WHAT YOU NEED TO DO:
Since the entries below must stay intact, return each one exactly.
##########
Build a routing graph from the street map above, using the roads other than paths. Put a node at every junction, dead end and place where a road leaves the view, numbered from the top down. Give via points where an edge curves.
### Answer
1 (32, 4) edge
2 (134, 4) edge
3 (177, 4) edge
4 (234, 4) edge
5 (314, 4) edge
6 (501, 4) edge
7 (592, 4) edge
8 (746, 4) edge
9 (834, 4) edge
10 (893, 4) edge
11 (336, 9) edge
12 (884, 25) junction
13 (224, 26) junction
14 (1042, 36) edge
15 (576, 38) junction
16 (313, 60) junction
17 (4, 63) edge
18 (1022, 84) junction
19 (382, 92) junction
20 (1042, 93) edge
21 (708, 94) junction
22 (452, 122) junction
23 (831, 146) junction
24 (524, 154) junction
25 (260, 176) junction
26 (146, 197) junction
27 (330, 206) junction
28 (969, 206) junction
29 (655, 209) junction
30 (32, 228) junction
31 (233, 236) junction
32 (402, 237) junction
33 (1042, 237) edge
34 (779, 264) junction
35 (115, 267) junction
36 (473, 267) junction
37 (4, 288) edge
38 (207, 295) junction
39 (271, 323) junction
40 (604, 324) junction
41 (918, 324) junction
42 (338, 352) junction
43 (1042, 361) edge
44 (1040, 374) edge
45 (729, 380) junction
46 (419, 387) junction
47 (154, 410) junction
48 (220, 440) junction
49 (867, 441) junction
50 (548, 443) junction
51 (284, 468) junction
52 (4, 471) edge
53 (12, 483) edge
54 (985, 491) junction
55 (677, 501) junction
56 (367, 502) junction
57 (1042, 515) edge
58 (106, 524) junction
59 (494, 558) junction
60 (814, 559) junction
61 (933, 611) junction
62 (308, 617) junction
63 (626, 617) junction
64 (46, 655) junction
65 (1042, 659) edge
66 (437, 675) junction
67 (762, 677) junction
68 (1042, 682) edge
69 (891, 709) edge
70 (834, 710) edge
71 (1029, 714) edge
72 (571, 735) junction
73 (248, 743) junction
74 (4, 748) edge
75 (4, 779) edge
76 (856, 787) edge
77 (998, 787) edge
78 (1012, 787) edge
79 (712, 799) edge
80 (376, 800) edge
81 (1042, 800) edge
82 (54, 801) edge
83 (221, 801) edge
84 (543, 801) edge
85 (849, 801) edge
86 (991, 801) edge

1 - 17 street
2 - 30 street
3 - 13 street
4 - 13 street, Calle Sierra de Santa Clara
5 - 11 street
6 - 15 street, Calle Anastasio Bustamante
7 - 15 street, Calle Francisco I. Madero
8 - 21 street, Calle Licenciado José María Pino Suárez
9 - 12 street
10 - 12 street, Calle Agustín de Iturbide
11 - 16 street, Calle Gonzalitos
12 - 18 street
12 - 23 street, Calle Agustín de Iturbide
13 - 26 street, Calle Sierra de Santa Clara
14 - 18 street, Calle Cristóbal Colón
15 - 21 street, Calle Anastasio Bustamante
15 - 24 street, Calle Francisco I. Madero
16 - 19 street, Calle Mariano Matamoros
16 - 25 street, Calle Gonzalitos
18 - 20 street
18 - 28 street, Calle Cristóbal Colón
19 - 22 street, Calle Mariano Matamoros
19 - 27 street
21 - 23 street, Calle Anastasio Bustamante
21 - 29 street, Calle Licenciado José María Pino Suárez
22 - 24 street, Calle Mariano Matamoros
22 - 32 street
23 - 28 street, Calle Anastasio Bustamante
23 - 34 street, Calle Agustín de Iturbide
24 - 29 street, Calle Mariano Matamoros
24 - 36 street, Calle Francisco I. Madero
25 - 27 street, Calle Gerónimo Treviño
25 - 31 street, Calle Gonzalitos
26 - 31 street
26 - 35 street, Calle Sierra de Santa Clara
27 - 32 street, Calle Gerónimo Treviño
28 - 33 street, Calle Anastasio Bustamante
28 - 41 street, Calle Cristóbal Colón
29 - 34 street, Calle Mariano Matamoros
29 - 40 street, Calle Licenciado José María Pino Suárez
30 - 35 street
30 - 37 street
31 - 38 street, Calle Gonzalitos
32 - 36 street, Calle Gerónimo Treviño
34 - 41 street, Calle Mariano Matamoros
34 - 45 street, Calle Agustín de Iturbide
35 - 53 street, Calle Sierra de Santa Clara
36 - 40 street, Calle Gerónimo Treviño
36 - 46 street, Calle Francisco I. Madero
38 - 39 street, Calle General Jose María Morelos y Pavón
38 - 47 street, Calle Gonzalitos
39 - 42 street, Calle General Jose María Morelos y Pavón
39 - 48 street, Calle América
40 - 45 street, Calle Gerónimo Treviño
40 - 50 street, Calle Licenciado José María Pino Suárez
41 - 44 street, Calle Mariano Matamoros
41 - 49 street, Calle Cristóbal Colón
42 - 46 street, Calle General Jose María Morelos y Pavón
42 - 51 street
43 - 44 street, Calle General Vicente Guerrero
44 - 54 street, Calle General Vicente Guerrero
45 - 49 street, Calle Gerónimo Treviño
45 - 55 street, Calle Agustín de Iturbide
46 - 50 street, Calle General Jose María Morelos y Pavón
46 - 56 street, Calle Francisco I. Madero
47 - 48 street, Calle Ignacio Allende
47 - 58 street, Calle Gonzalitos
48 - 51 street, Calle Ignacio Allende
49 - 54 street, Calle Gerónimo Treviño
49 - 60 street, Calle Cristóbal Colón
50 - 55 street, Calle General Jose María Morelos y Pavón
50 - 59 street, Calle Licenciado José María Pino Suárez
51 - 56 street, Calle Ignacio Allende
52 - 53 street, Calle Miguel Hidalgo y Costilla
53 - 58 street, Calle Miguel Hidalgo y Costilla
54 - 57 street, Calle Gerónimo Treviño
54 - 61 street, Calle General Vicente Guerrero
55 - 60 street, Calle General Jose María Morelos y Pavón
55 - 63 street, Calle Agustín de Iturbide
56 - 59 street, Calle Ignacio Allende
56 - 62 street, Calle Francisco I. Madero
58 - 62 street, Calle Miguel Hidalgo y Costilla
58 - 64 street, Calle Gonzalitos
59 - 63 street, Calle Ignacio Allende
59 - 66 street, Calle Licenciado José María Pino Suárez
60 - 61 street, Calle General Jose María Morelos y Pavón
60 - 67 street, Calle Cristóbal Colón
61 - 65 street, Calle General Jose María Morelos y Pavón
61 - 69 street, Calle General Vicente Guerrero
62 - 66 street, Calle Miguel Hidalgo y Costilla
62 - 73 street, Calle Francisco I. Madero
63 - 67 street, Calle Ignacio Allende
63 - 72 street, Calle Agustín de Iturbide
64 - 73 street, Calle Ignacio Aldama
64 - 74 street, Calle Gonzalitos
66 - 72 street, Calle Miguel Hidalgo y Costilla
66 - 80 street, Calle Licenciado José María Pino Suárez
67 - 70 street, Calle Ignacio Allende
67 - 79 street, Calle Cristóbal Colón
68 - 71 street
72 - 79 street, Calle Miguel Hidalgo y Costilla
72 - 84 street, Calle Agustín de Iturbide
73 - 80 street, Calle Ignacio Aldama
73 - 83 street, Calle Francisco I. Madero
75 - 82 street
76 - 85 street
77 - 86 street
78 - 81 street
##########
RESPONSE TO THIS EXERCISE:
Build a routing graph from the street map above, using the roads other than paths. Put a node at every junction, dead end and place where a road leaves the view, numbered from the top down. Give via points where an edge curves.
### Answer
1 (32, 4) edge
2 (134, 4) edge
3 (177, 4) edge
4 (234, 4) edge
5 (314, 4) edge
6 (501, 4) edge
7 (592, 4) edge
8 (746, 4) edge
9 (834, 4) edge
10 (893, 4) edge
11 (336, 9) edge
12 (884, 25) junction
13 (224, 26) junction
14 (1042, 36) edge
15 (576, 38) junction
16 (313, 60) junction
17 (4, 63) edge
18 (1022, 84) junction
19 (382, 92) junction
20 (1042, 93) edge
21 (708, 94) junction
22 (452, 122) junction
23 (831, 146) junction
24 (524, 154) junction
25 (260, 176) junction
26 (146, 197) junction
27 (330, 206) junction
28 (969, 206) junction
29 (655, 209) junction
30 (32, 228) junction
31 (233, 236) junction
32 (402, 237) junction
33 (1042, 237) edge
34 (779, 264) junction
35 (115, 267) junction
36 (473, 267) junction
37 (4, 288) edge
38 (207, 295) junction
39 (271, 323) junction
40 (604, 324) junction
41 (918, 324) junction
42 (338, 352) junction
43 (1042, 361) edge
44 (1040, 374) edge
45 (729, 380) junction
46 (419, 387) junction
47 (154, 410) junction
48 (220, 440) junction
49 (867, 441) junction
50 (548, 443) junction
51 (284, 468) junction
52 (4, 471) edge
53 (12, 483) edge
54 (985, 491) junction
55 (677, 501) junction
56 (367, 502) junction
57 (1042, 515) edge
58 (106, 524) junction
59 (494, 558) junction
60 (814, 559) junction
61 (933, 611) junction
62 (308, 617) junction
63 (626, 617) junction
64 (46, 655) junction
65 (1042, 659) edge
66 (437, 675) junction
67 (762, 677) junction
68 (1042, 682) edge
69 (891, 709) edge
70 (834, 710) edge
71 (1029, 714) edge
72 (571, 735) junction
73 (248, 743) junction
74 (4, 748) edge
75 (4, 779) edge
76 (856, 787) edge
77 (998, 787) edge
78 (1012, 787) edge
79 (712, 799) edge
80 (376, 800) edge
81 (1042, 800) edge
82 (54, 801) edge
83 (221, 801) edge
84 (543, 801) edge
85 (849, 801) edge
86 (991, 801) edge

1 - 17 street
2 - 30 street
3 - 13 street
4 - 13 street, Calle Sierra de Santa Clara
5 - 11 street
6 - 15 street, Calle Anastasio Bustamante
7 - 15 street, Calle Francisco I. Madero
8 - 21 street, Calle Licenciado José María Pino Suárez
9 - 12 street
10 - 12 street, Calle Agustín de Iturbide
11 - 16 street, Calle Gonzalitos
12 - 18 street
12 - 23 street, Calle Agustín de Iturbide
13 - 26 street, Calle Sierra de Santa Clara
14 - 18 street, Calle Cristóbal Colón
15 - 21 street, Calle Anastasio Bustamante
15 - 24 street, Calle Francisco I. Madero
16 - 19 street, Calle Mariano Matamoros
16 - 25 street, Calle Gonzalitos
18 - 20 street
18 - 28 street, Calle Cristóbal Colón
19 - 22 street, Calle Mariano Matamoros
19 - 27 street
21 - 23 street, Calle Anastasio Bustamante
21 - 29 street, Calle Licenciado José María Pino Suárez
22 - 24 street, Calle Mariano Matamoros
22 - 32 street
23 - 28 street, Calle Anastasio Bustamante
23 - 34 street, Calle Agustín de Iturbide
24 - 29 street, Calle Mariano Matamoros
24 - 36 street, Calle Francisco I. Madero
25 - 27 street, Calle Gerónimo Treviño
25 - 31 street, Calle Gonzalitos
26 - 31 street
26 - 35 street, Calle Sierra de Santa Clara
27 - 32 street, Calle Gerónimo Treviño
28 - 33 street, Calle Anastasio Bustamante
28 - 41 street, Calle Cristóbal Colón
29 - 34 street, Calle Mariano Matamoros
29 - 40 street, Calle Licenciado José María Pino Suárez
30 - 35 street
30 - 37 street
31 - 38 street, Calle Gonzalitos
32 - 36 street, Calle Gerónimo Treviño
34 - 41 street, Calle Mariano Matamoros
34 - 45 street, Calle Agustín de Iturbide
35 - 53 street, Calle Sierra de Santa Clara
36 - 40 street, Calle Gerónimo Treviño
36 - 46 street, Calle Francisco I. Madero
38 - 39 street, Calle General Jose María Morelos y Pavón
38 - 47 street, Calle Gonzalitos
39 - 42 street, Calle General Jose María Morelos y Pavón
39 - 48 street, Calle América
40 - 45 street, Calle Gerónimo Treviño
40 - 50 street, Calle Licenciado José María Pino Suárez
41 - 44 street, Calle Mariano Matamoros
41 - 49 street, Calle Cristóbal Colón
42 - 46 street, Calle General Jose María Morelos y Pavón
42 - 51 street
43 - 44 street, Calle General Vicente Guerrero
44 - 54 street, Calle General Vicente Guerrero
45 - 49 street, Calle Gerónimo Treviño
45 - 55 street, Calle Agustín de Iturbide
46 - 50 street, Calle General Jose María Morelos y Pavón
46 - 56 street, Calle Francisco I. Madero
47 - 48 street, Calle Ignacio Allende
47 - 58 street, Calle Gonzalitos
48 - 51 street, Calle Ignacio Allende
49 - 54 street, Calle Gerónimo Treviño
49 - 60 street, Calle Cristóbal Colón
50 - 55 street, Calle General Jose María Morelos y Pavón
50 - 59 street, Calle Licenciado José María Pino Suárez
51 - 56 street, Calle Ignacio Allende
52 - 53 street, Calle Miguel Hidalgo y Costilla
53 - 58 street, Calle Miguel Hidalgo y Costilla
54 - 57 street, Calle Gerónimo Treviño
54 - 61 street, Calle General Vicente Guerrero
55 - 60 street, Calle General Jose María Morelos y Pavón
55 - 63 street, Calle Agustín de Iturbide
56 - 59 street, Calle Ignacio Allende
56 - 62 street, Calle Francisco I. Madero
58 - 62 street, Calle Miguel Hidalgo y Costilla
58 - 64 street, Calle Gonzalitos
59 - 63 street, Calle Ignacio Allende
59 - 66 street, Calle Licenciado José María Pino Suárez
60 - 61 street, Calle General Jose María Morelos y Pavón
60 - 67 street, Calle Cristóbal Colón
61 - 65 street, Calle General Jose María Morelos y Pavón
61 - 69 street, Calle General Vicente Guerrero
62 - 66 street, Calle Miguel Hidalgo y Costilla
62 - 73 street, Calle Francisco I. Madero
63 - 67 street, Calle Ignacio Allende
63 - 72 street, Calle Agustín de Iturbide
64 - 73 street, Calle Ignacio Aldama
64 - 74 street, Calle Gonzalitos
66 - 72 street, Calle Miguel Hidalgo y Costilla
66 - 80 street, Calle Licenciado José María Pino Suárez
67 - 70 street, Calle Ignacio Allende
67 - 79 street, Calle Cristóbal Colón
68 - 71 street
72 - 79 street, Calle Miguel Hidalgo y Costilla
72 - 84 street, Calle Agustín de Iturbide
73 - 80 street, Calle Ignacio Aldama
73 - 83 street, Calle Francisco I. Madero
75 - 82 street
76 - 85 street
77 - 86 street
78 - 81 street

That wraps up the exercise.